Resistance Forming Over Trump EPA Cuts That Would Cut Chesapeake Bay Funding

BALTIMORE (WJZ) -- It's a President Donald Trump proposal that threatens to gut efforts to clean up the Chesapeake Bay.

Alex DeMetrick reports, there's a resistance forming just over the Bay Bridge, aiming to stop the budget cut before it happens.

"I'm tired of defense," says Senator Ben Cardin. "It's only been two months."

Two months, that is, since the president released his budget plans. His EPA budget proposal, in particular, would eliminate $73 million the agency spends to head up the Chesapeake Bay Program.

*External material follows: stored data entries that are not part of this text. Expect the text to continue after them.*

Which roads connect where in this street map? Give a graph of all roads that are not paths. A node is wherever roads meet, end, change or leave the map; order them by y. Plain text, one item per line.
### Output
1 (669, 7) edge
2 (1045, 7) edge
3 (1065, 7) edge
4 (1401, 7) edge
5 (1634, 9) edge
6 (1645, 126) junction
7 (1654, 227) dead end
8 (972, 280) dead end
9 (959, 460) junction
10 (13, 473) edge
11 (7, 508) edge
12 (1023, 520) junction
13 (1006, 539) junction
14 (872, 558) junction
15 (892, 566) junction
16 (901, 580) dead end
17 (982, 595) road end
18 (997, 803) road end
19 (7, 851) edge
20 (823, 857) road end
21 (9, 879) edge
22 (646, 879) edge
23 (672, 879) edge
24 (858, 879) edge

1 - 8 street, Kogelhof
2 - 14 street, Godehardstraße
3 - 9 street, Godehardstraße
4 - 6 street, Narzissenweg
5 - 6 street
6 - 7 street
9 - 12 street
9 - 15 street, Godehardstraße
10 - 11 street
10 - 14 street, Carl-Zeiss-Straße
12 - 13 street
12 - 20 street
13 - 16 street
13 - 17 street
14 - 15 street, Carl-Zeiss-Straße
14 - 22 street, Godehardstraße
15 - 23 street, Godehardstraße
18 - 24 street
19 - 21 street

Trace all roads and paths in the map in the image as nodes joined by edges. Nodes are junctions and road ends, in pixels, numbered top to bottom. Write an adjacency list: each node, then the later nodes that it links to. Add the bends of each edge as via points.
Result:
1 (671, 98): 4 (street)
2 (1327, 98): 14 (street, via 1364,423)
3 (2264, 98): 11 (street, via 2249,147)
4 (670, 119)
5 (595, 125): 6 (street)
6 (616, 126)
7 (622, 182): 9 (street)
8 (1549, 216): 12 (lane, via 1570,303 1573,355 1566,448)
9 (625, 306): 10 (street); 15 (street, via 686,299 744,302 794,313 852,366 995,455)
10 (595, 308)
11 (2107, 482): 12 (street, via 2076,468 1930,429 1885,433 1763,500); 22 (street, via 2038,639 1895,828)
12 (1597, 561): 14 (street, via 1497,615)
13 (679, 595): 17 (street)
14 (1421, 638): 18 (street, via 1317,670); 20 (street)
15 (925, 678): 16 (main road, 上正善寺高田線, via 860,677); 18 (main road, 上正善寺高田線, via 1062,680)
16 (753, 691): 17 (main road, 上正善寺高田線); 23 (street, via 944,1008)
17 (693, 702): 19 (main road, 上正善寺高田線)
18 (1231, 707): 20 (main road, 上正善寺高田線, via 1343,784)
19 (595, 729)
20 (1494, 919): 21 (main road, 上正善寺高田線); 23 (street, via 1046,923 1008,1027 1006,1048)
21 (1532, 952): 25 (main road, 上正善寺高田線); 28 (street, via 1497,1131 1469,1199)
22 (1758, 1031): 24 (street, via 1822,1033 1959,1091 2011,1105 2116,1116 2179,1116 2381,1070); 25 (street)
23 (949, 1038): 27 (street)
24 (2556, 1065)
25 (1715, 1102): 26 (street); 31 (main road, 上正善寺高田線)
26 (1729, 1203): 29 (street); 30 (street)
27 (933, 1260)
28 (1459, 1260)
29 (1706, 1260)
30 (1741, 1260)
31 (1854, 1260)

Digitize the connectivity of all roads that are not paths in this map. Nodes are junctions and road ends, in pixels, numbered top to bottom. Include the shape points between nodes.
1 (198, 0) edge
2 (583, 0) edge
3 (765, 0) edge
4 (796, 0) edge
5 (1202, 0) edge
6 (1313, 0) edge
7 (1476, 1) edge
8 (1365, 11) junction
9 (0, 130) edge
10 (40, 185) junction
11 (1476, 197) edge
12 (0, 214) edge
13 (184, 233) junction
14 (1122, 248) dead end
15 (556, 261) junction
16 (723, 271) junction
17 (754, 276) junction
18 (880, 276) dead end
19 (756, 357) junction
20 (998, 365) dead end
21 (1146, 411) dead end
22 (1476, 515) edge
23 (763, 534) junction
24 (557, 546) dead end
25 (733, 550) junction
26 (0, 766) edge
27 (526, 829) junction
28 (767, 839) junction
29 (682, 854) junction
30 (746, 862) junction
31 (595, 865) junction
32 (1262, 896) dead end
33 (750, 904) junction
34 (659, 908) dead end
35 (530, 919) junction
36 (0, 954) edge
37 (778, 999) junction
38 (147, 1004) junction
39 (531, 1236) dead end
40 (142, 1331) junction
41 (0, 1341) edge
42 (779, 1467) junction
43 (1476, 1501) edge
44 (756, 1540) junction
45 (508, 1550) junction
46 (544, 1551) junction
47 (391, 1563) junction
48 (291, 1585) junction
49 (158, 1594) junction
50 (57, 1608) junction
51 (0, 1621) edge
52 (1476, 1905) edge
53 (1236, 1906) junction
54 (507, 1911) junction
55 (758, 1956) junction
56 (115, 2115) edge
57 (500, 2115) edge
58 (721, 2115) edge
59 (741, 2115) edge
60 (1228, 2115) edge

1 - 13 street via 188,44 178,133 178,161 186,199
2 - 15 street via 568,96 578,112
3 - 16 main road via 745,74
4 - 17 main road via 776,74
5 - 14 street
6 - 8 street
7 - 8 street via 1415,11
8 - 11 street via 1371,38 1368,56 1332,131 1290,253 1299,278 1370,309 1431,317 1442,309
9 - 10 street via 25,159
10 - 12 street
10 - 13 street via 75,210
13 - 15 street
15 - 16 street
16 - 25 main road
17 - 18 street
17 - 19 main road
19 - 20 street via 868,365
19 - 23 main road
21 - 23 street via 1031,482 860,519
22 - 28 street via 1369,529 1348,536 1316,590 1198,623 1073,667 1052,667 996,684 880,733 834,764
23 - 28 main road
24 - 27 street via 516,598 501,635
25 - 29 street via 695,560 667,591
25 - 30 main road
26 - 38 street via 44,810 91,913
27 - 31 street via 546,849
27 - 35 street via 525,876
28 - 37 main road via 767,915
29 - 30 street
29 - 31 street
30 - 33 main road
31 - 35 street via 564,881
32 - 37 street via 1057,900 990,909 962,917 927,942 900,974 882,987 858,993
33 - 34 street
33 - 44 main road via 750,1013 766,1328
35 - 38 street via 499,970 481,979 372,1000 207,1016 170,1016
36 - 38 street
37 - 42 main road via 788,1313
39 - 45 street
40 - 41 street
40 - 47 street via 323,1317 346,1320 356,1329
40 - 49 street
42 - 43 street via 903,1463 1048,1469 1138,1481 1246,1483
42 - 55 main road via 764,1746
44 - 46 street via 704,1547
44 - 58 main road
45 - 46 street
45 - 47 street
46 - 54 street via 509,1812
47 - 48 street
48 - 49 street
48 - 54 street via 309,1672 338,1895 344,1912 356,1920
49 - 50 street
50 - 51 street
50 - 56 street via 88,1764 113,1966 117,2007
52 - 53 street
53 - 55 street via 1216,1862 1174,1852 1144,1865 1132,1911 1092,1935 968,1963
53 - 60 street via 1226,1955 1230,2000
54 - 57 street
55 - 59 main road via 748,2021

"Zeroing out the Chesapeake Bay Program is a non-starter for many of us," Cardin says. "It's a very important part of the progress we've been able to make on the bay, and we're going to fight and do everything we can do to make sure those funds are maintained."

A joint federal-state partnership, the bay program monitors clean-up efforts. The focus is on over 150 rivers and streams running through six watershed states that empty into the Chesapeake. The program works to reduce sources of pollution running off the land into those waterways.

"Two-thirds of that $73 million has been spent directly for pollution reduction, making the water cleaner," says Will Baker of the Chesapeake Bay Foundation.

And over the past few years, that cleaner water has brought back crucial underwater grasses, while massive algae blooms fed by nitrogen pollution have shrunk.

"What we've found out in our research is that the dead zone, the summer dead zone, is actually shrinking over time," says Dr. Donald Boesch, of the UM Center for Environmental Science.

The goal isn't just to stop the budget cut, but to actually increase bay spending.

"Should be $100 million, and certainly not zero, and we'll fight to get the maximum appropriation," says Senator Cardin, who already has commitments from other congressional Democrats and Republicans, to keep the bay program funded in a final budget.